All lines in the material with the string "index" should be listed.
━━ Provided records ━━
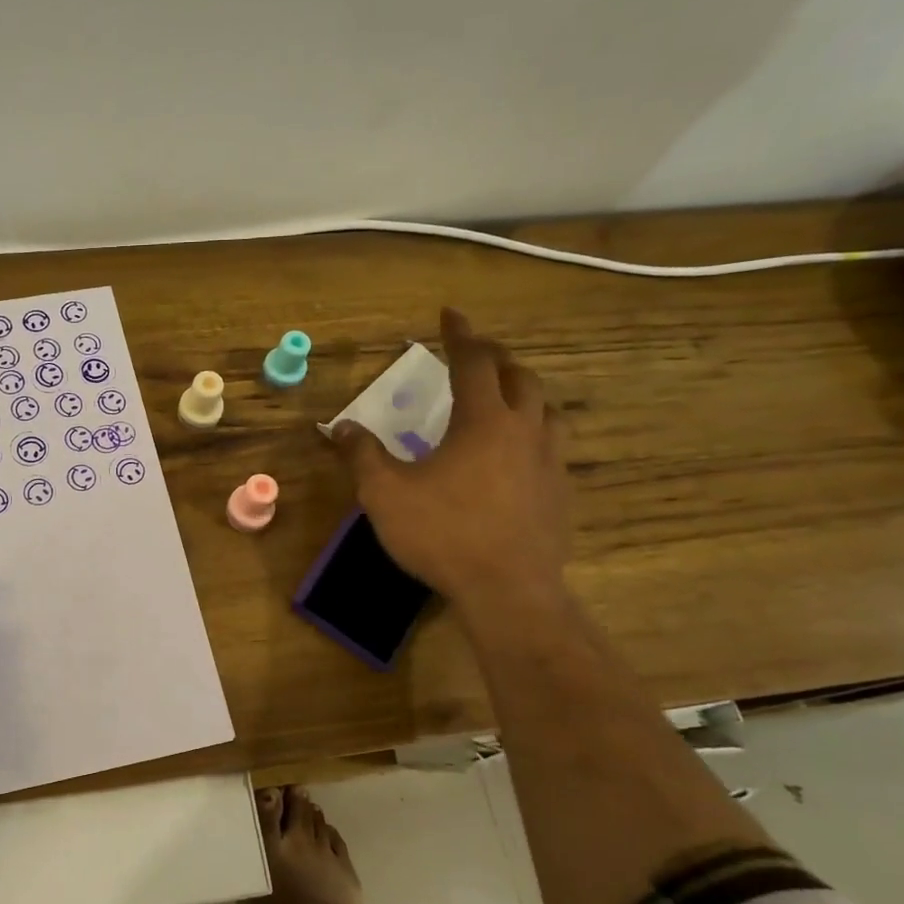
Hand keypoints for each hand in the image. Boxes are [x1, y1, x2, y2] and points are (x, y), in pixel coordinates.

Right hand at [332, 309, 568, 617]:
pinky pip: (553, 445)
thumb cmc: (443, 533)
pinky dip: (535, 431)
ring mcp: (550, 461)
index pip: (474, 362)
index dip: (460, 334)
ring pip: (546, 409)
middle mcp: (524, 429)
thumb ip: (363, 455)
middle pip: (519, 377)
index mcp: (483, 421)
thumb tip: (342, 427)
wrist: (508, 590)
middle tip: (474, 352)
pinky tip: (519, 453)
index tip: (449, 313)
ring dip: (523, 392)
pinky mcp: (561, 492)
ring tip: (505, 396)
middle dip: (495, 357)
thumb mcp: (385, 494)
━━━
━━ Provided records ━━
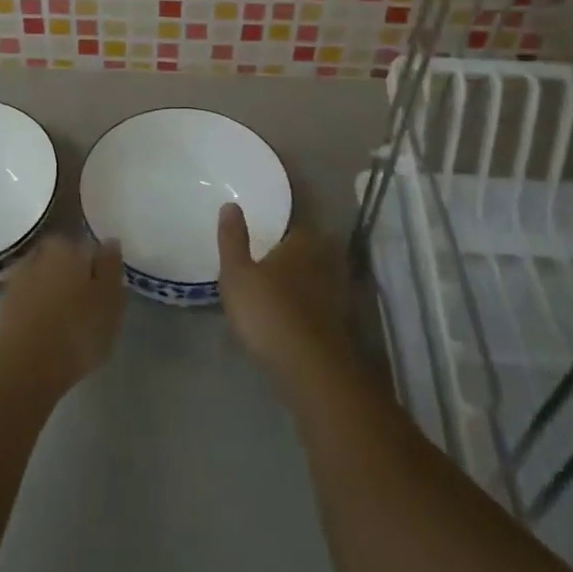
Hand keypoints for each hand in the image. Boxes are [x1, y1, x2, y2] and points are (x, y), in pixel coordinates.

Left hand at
━━━
━━ Provided records ━━
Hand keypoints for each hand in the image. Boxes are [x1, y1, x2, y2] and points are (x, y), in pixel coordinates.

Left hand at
━━━
### Result:
index pip: (474, 362)
index dip: (460, 334)
index mcp: (483, 421)
index tip: (449, 313)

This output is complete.